De acordo com publicado no dia 17 deste mês no Diário Oficial Eletrônico do TCE, após exame detalhado de toda documentação, a conselheira observou que há ilegalidade dos procedimentos preparatórios entre o TJ-AL e a Fundação Universitária de Desenvolvimento de Extensão e Pesquisa (Fundepes).

A questão é que o edital do certame publicado em 14 de abril de 2014 teve como signatário o então chefe do Poder Judiciário Alagoano, que na ocasião era o desembargador José Carlos Malta Marques. Hoje, o cargo máximo da justiça do Estado pertence ao desembargador Washington Luiz.

“Sendo assim, levando-se em consideração que a celebração do contrato (...), a condição de representado estabelecida no pólo passivo deverá recair sobre a pessoa do Chefe do Poder Judiciário, tendo este a legitimidade e a titularidade para representá-lo nos termos do dispositivo retro citado, razão pela qual se constitui inadequada a presença do presidente da Comissão do Concurso, Desembargador Tutmés Airan de Albuquerque Melo na condição de Representado”, especificou Maria Cleide.

Ao ser informado sobre a decisão, Airan destacou que a decisão não passa de uma burocracia que só atrapalha o andamento do certame. “Eles querem que o presidente do Tribunal de Justiça se posicione sobre o caso. É só ele repassar o que escrevi para o TCE”, disse à reportagem.


PONTUAÇÃO

Além dos entraves burocráticos, os concurseiros que aguardam o certame dos cartórios poderão ter novas especificações no edital.
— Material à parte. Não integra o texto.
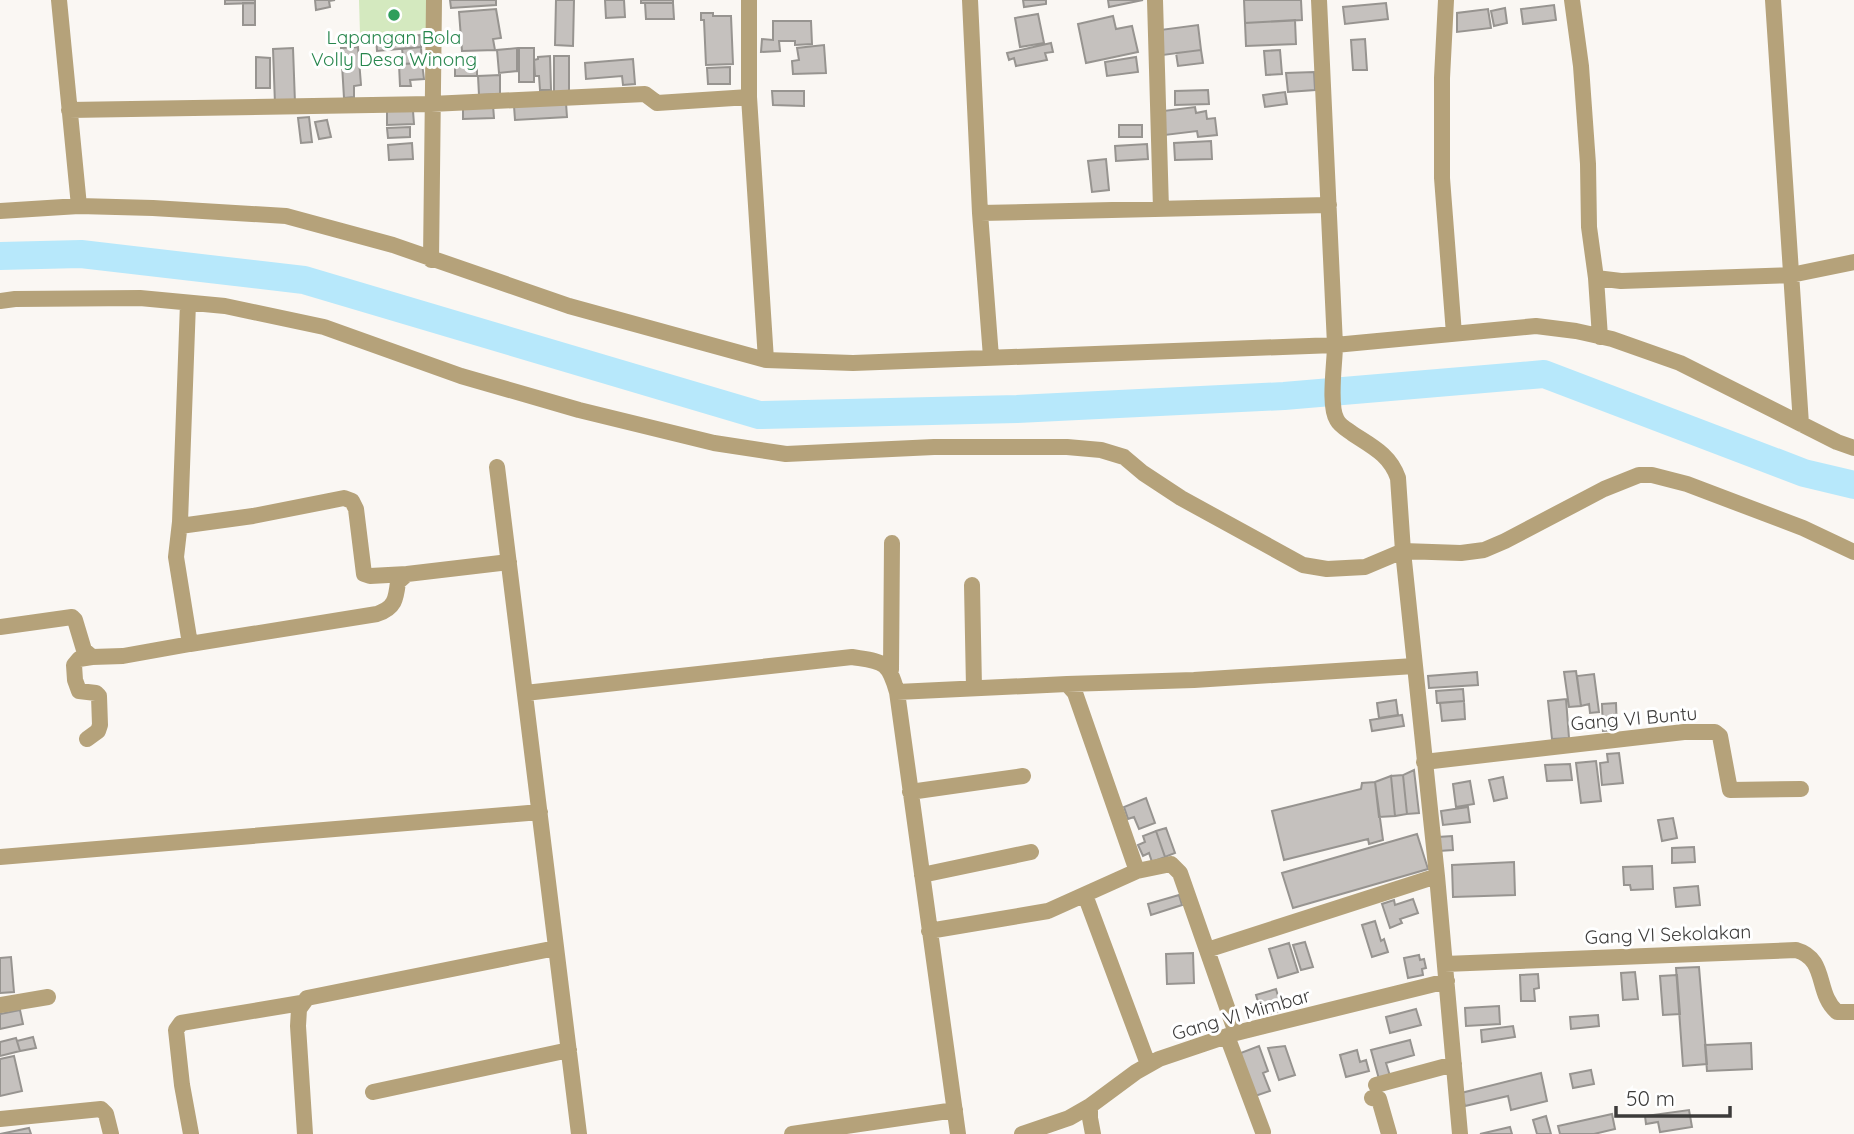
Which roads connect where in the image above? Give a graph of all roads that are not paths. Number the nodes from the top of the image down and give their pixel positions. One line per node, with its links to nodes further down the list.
1 (59, 0): 12 (street)
2 (435, 0): 11 (street)
3 (749, 0): 10 (street)
4 (970, 0): 17 (street)
5 (1155, 0): 15 (street)
6 (1319, 0): 13 (street)
7 (1446, 0): 24 (street)
8 (1572, 0): 21 (street)
9 (1773, 0): 20 (street)
10 (748, 97): 11 (street); 28 (street)
11 (432, 104): 12 (street); 18 (street)
12 (69, 110): 14 (street)
13 (1329, 205): 15 (street); 26 (street)
14 (79, 206): 16 (street); 18 (street)
15 (1161, 209): 17 (street)
16 (0, 211)
17 (980, 213): 27 (street)
18 (431, 260): 28 (street)
19 (1854, 262): 20 (street)
20 (1791, 275): 21 (street); 29 (street)
21 (1596, 278): 25 (street)
22 (0, 301): 23 (street)
23 (188, 303): 32 (street); 34 (street)
24 (1454, 334): 25 (street); 26 (street)
25 (1600, 337): 29 (street)
26 (1335, 345): 27 (street); 34 (street)
27 (991, 357): 28 (street)
28 (766, 360)
29 (1801, 424): 30 (street)
30 (1854, 448)
31 (497, 467): 36 (street)
32 (180, 526): 37 (street); 40 (street)
33 (892, 543): 43 (street)
34 (1403, 551): 35 (street); 42 (street)
35 (1854, 552)
36 (509, 562): 37 (street); 47 (street)
37 (407, 574): 40 (street)
38 (972, 585): 45 (street)
39 (0, 627): 41 (street)
40 (190, 644): 41 (street)
41 (92, 657): 48 (street)
42 (1415, 666): 44 (street); 49 (street)
43 (891, 670): 46 (street); 47 (street)
44 (1067, 684): 45 (street); 56 (street)
45 (974, 688): 46 (street)
46 (897, 692): 52 (street)
47 (525, 693): 53 (street)
48 (87, 739)
49 (1424, 762): 51 (street, Gang VI Buntu); 58 (street)
50 (1023, 776): 52 (street)
51 (1801, 789)
52 (911, 792): 57 (street)
53 (540, 812): 55 (street); 61 (street)
54 (1031, 852): 57 (street)
55 (0, 857)
56 (1137, 871): 59 (street); 62 (street)
57 (922, 875): 60 (street)
58 (1437, 876): 62 (street); 63 (street)
59 (1086, 895): 60 (street); 71 (street)
60 (929, 931): 75 (street)
61 (556, 948): 66 (street); 70 (street)
62 (1208, 950): 69 (street)
63 (1445, 964): 64 (street); 68 (street, Gang VI Sekolakan)
64 (1447, 981): 69 (street, Gang VI Mimbar); 72 (street)
65 (48, 997): 67 (street)
66 (301, 1003): 79 (street); 80 (street)
67 (0, 1005)
68 (1854, 1012)
69 (1232, 1035): 71 (street, Gang VI Mimbar); 77 (street)
70 (569, 1050): 73 (street); 81 (street)
71 (1148, 1064): 74 (street, Gang VI Mimbar)
72 (1454, 1064): 86 (street); 87 (street)
73 (373, 1092)
74 (1090, 1106): 84 (street, Gang VI Mimbar); 85 (street)
75 (955, 1110): 82 (street); 83 (street)
76 (0, 1119): 78 (street)
77 (1263, 1132)
78 (111, 1134)
79 (191, 1134)
80 (305, 1134)
81 (579, 1134)
82 (792, 1134)
83 (958, 1134)
84 (1021, 1134)
85 (1093, 1134)
86 (1389, 1134)
87 (1461, 1134)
O ministro Marco Aurélio, do Supremo Tribunal Federal (STF), deferiu no dia 17 deste mês medida cautelar em Mandado de Segurança para suspender ato do Conselho Nacional de Justiça (CNJ) que alterou os critérios de contagem de títulos em concurso público para outorga de delegações de atividades notariais no estado do Rio de Janeiro. Com a decisão, os efeitos do ato do CNJ ficam suspensos até o julgamento final do processo pelo STF.
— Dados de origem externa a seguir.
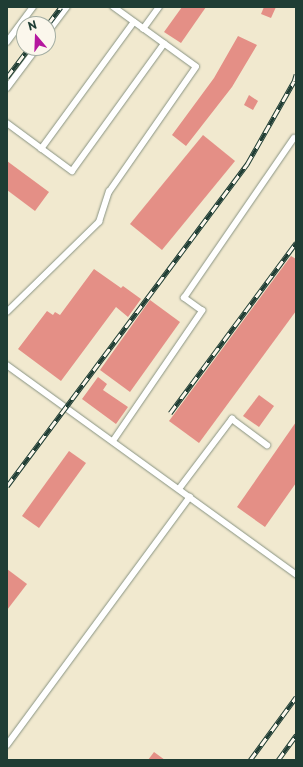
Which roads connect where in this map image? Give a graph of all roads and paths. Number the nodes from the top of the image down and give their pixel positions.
1 (33, 7) edge
2 (67, 7) edge
3 (113, 7) edge
4 (159, 7) edge
5 (56, 21) edge
6 (134, 22) junction
7 (143, 29) junction
8 (7, 42) edge
9 (164, 44) junction
10 (30, 56) edge
11 (7, 88) edge
12 (7, 123) edge
13 (294, 138) dead end
14 (41, 148) junction
15 (7, 312) edge
16 (7, 364) edge
17 (113, 441) junction
18 (268, 446) dead end
19 (179, 489) junction
20 (190, 497) junction
21 (296, 574) edge
22 (7, 745) edge

1 - 8 lane
2 - 5 lane
3 - 6 lane
4 - 7 lane
6 - 7 lane
6 - 14 lane
7 - 9 lane
9 - 14 lane
9 - 15 lane
10 - 11 lane
12 - 14 lane
13 - 17 lane
16 - 17 lane
17 - 19 lane
18 - 19 lane
19 - 20 lane
20 - 21 lane
20 - 22 lane

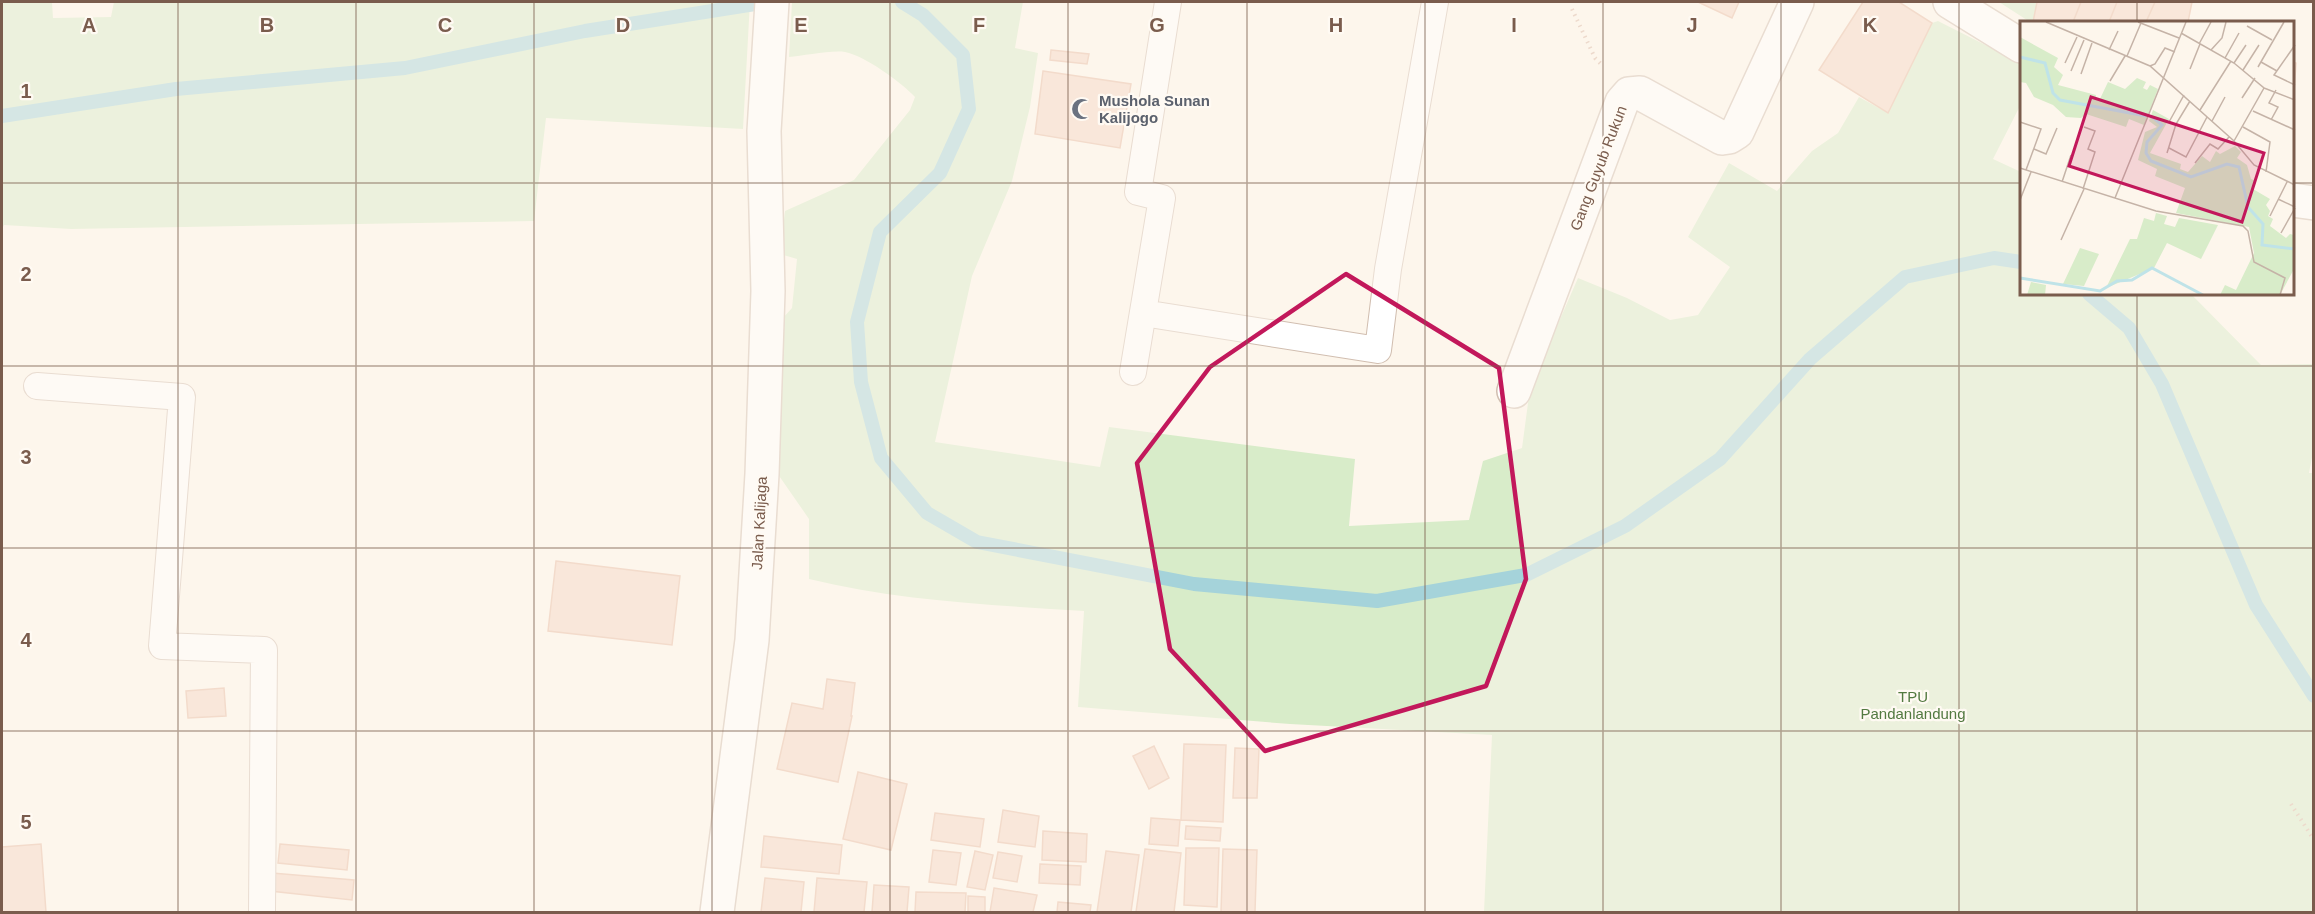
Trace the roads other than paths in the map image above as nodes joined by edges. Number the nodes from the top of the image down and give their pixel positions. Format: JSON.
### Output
{"nodes":[{"id":1,"x":772,"y":2,"type":"edge"},
{"id":2,"x":1168,"y":2,"type":"edge"},
{"id":3,"x":1435,"y":2,"type":"edge"},
{"id":4,"x":1797,"y":2,"type":"edge"},
{"id":5,"x":1950,"y":2,"type":"edge"},
{"id":6,"x":2020,"y":45,"type":"edge"},
{"id":7,"x":2294,"y":200,"type":"edge"},
{"id":8,"x":2313,"y":203,"type":"edge"},
{"id":9,"x":1143,"y":313,"type":"junction"},
{"id":10,"x":1133,"y":372,"type":"dead end"},
{"id":11,"x":37,"y":386,"type":"dead end"},
{"id":12,"x":1514,"y":391,"type":"dead end"},
{"id":13,"x":261,"y":912,"type":"edge"},
{"id":14,"x":717,"y":912,"type":"edge"}],
"edges":[{"from":1,"to":14,"type":"street","name":"Jalan Kalijaga"},
{"from":2,"to":9,"type":"lane"},
{"from":3,"to":9,"type":"lane"},
{"from":4,"to":12,"type":"street","name":"Gang Guyub Rukun"},
{"from":5,"to":6,"type":"street"},
{"from":7,"to":8,"type":"street"},
{"from":9,"to":10,"type":"lane"},
{"from":11,"to":13,"type":"lane"}]}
De acordo com os autos, o edital do concurso continha na seção referente à prova de títulos dois incisos. O primeiro fixava critérios de pontuação por exercício de advocacia ou de cargo ou função pública privativa de bacharel em Direito, por no mínimo três anos, e o segundo dava diretrizes para pontuação pelo exercício de serviço notarial e de registro por mais de 10 anos, para não bacharel em Direito.Ainda segundo o processo, depois da divulgação dos resultados, diversos candidatos questionaram os critérios de avaliação de títulos.

Embora o Tribunal de Justiça do Rio de Janeiro tenha interpretado o edital de forma a computar os pontos em três hipóteses distintas, o exercício da advocacia, o exercício de delegação de notas e de registro e o exercício de cargo, emprego ou função privativa de bacharel em Direito, o CNJ fixou entendimento de que o exercício das atividades notariais não seria passível de contabilização por não serem privativas de bacharel em Direito.
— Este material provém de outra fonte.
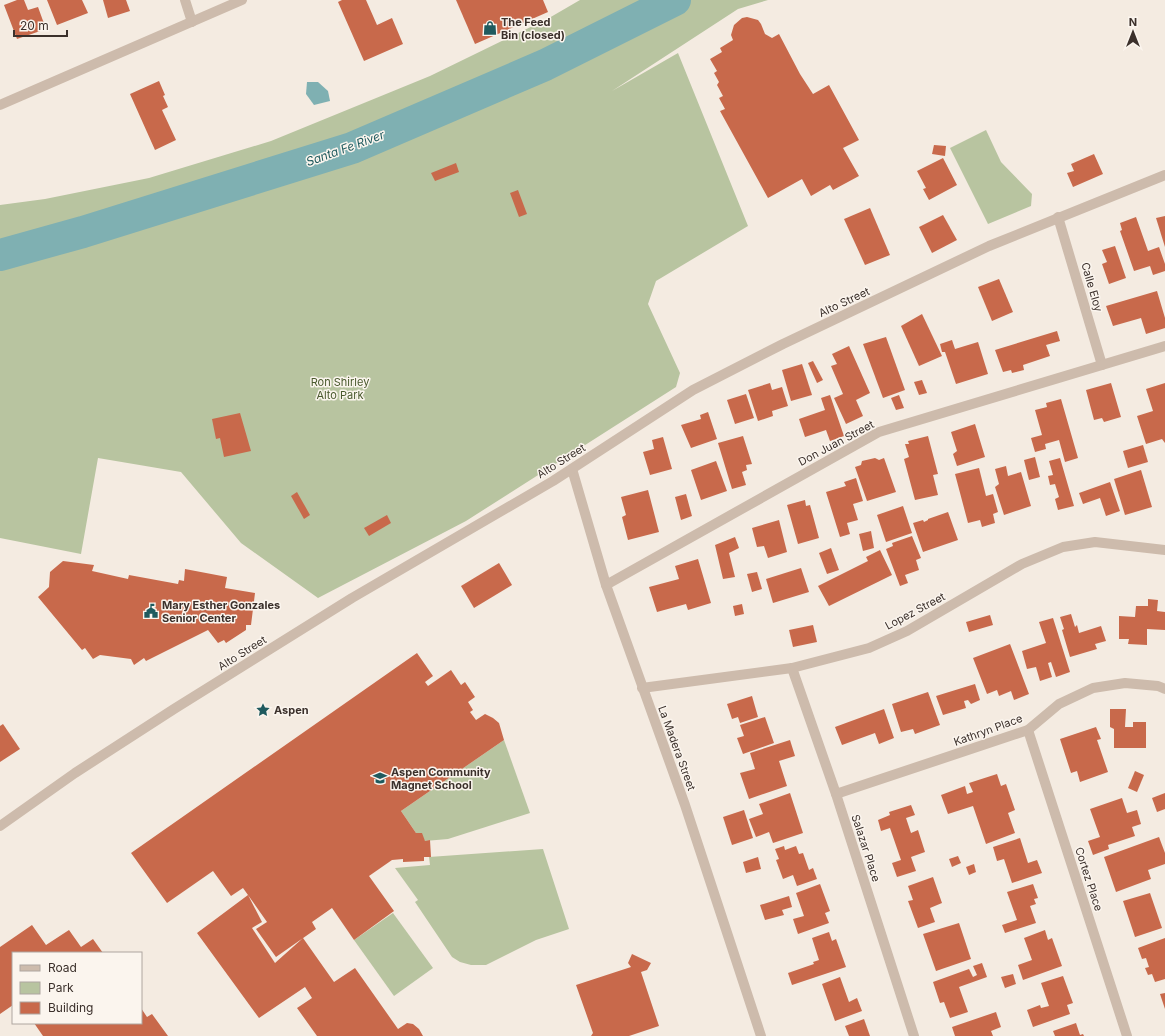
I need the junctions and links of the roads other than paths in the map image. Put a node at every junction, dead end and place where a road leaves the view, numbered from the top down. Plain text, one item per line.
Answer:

Ao conceder a medida cautelar, o relator salientou que a interpretação conferida pelo CNJ ao edital é incompatível com dispositivos da Lei dos Cartórios (artigos 14, inciso V, e 15, parágrafo 2º, da Lei nº 8.935/1994), que admite a delegação da atividade notarial para bacharéis em Direito e também para os que, mesmo sem formação jurídica, tenham completado 10 anos de exercício em serviço notarial ou de registro até a data da primeira publicação do edital do concurso.Presidente da Comissão do Concurso dos Cartórios, o desembargador Tutmés Airan ficou de analisar a decisão do STF para ver se afetará o edital em Alagoas.


HISTÓRICO

As inscrições do Concurso de Provimento e Remoção na Atividade Notarial e de Registro do Estado de Alagoas começaram no dia 23 de abril de 2014 e foram suspensas quase dois meses depois. Após suspensão, o certame reabriu as inscrições do dia 7 de novembro até o dia 8 de dezembro, no site da Comissão Permanente de Vestibular (Copeve). Os candidatos que se inscreveram para concorrer as 199 vagas para o cargo de notário em ambos os períodos permanecem com as inscrições válidas.

O valor da inscrição era de R$ 200.Em outubro do ano passado, Airan destacou que o tribunal alagoano estaria disposto a cumprir com todas as determinações do CNJ, mas tem esbarrado no fato de que a lista de serventias extrajudiciais é “muito volátil”.De lá para cá, o concurso esbarra em questões burocráticas e jurídicas e está por enquanto emperrado tanto pelo Tribunal de Contas quanto no Conselho Nacional de Justiça.